Under the new guidance, Aroundtown’s EPRA LTV would be 55% as of June, a spokesman said in an email. The metric was included in a company presentation to investors published Nov. 24.

The company, however, is defending its accounting practices. 

“We see hybrid notes, especially in the current market condition, as an equity instrument as they do not have any default covenants, no maturities, are subordinated to debt, and the principle and coupon payments can be deferred perpetually,” Aroundtown said in a statement in response to questions from Bloomberg News about their accounting treatment. “For the purpose of bond covenants, the perpetual notes are considered as 100% equity. Thus, in times of financial distress these instruments provide an additional security.”
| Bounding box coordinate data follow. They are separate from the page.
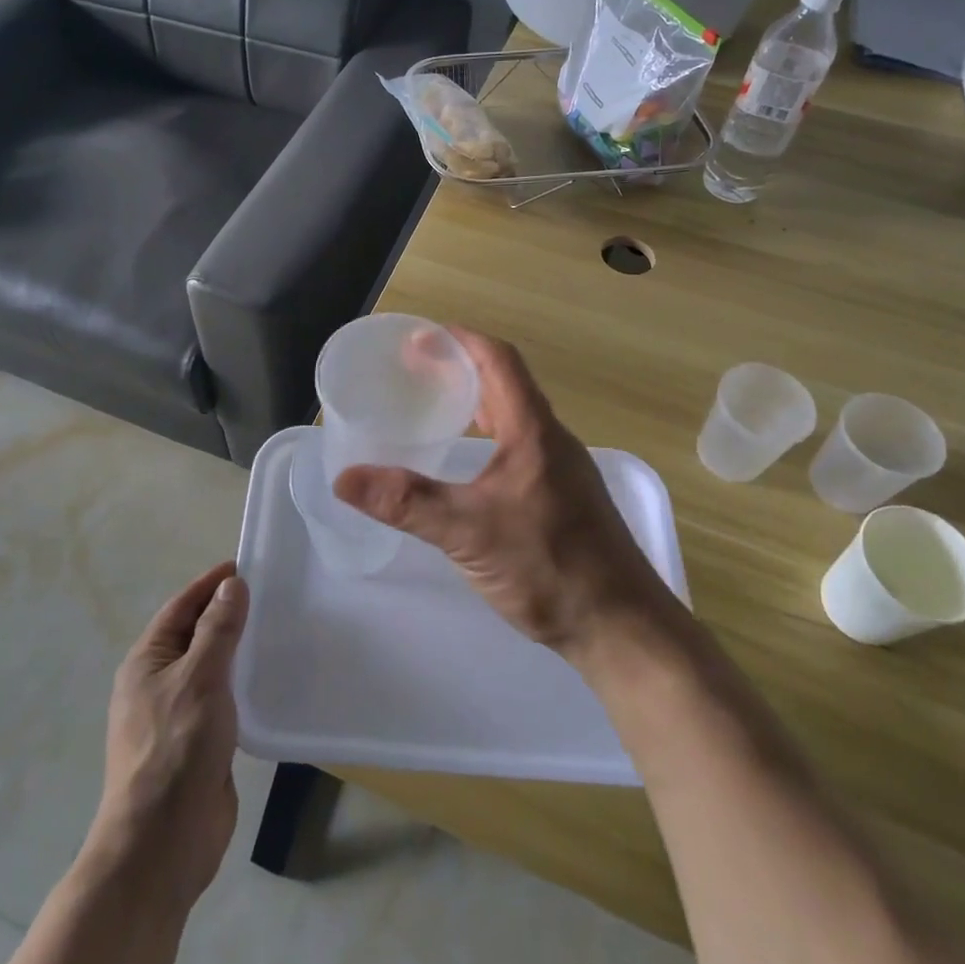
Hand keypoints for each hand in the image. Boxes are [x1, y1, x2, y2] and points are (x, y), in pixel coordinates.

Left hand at [86, 563, 247, 908]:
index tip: (245, 566)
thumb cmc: (175, 749)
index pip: (181, 607)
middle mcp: (158, 683)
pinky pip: (223, 699)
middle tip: (272, 595)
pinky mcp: (199, 743)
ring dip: (238, 650)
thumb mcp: (200, 679)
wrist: (161, 844)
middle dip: (228, 614)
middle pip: (196, 635)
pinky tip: (270, 680)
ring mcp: (178, 715)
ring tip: (278, 631)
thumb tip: (231, 585)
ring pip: (211, 668)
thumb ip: (218, 630)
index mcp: (147, 661)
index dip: (210, 584)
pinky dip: (243, 683)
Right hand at [333, 329, 673, 654]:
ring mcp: (561, 468)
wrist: (620, 626)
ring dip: (477, 400)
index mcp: (533, 430)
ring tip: (435, 405)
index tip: (421, 338)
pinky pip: (520, 443)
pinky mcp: (562, 495)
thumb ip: (407, 503)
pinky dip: (488, 434)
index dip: (462, 340)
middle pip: (506, 382)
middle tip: (417, 371)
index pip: (500, 360)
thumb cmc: (549, 566)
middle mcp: (551, 439)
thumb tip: (345, 478)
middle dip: (462, 367)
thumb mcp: (468, 532)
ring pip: (514, 415)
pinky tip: (468, 462)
Aroundtown fell 2.2% Tuesday, the most in the Stoxx Europe 600 Real Estate index.  

Some 12% of Aroundtown freely traded shares are currently on loan, making it among the most shorted in Europe’s real estate market, falling only behind SBB. Castellum AB, one of the biggest real estate issuers of hybrids, has 11.9% of its shares on loan, making it the third most shorted landlord in the Euro Stoxx 600 Real Estate index.
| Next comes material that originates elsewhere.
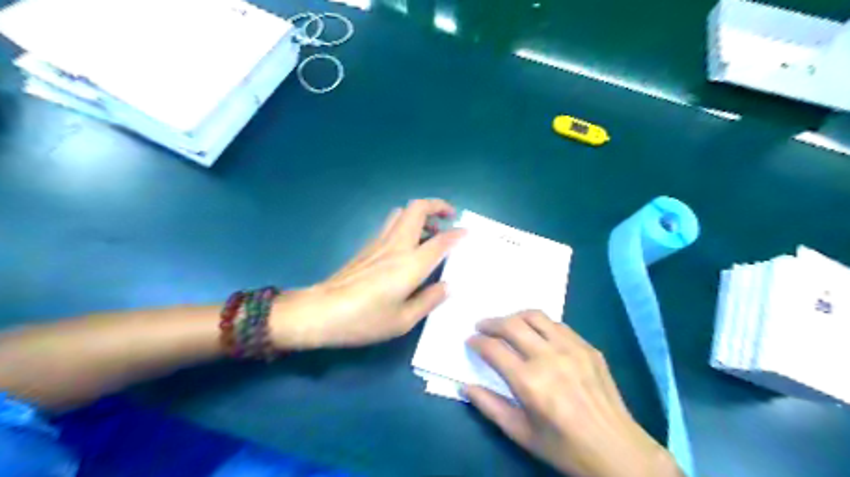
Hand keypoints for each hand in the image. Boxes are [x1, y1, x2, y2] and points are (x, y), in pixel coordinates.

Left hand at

SBB, for its part, has lost almost 70% of its value this year after short seller Viceroy Research said the company was massaging its LTV ratio by issuing hybrids, among other allegations. 

EPRA changed its guidelines in March after extensive debate to “respond to a need voiced by investors, analysts and property companies,” according to a press release issued at the time. To be sure, credit rating agencies haven’t changed the way they view hybrids, typically counting 50% of their amount as equity when calculating their credit ratings.

With property values falling, scrutiny of landlords’ relative indebtedness is intensifying, transforming the debate about how hybrids should be accounted for from an esoteric accountancy issue into a potential red flag for investors. 

“LTV has been a metric that’s been heavily relied upon by investors when analyzing real estate firms, but it’s also one that can easily be manipulated,” Creditsights’s Nadershahi said in an interview about the sector. “Its not something that’s been thoroughly scrutinized until this year, but with the increasing risks skewed to the downside in the European property sector, investors have to conduct their own due diligence away from the company-reported number.”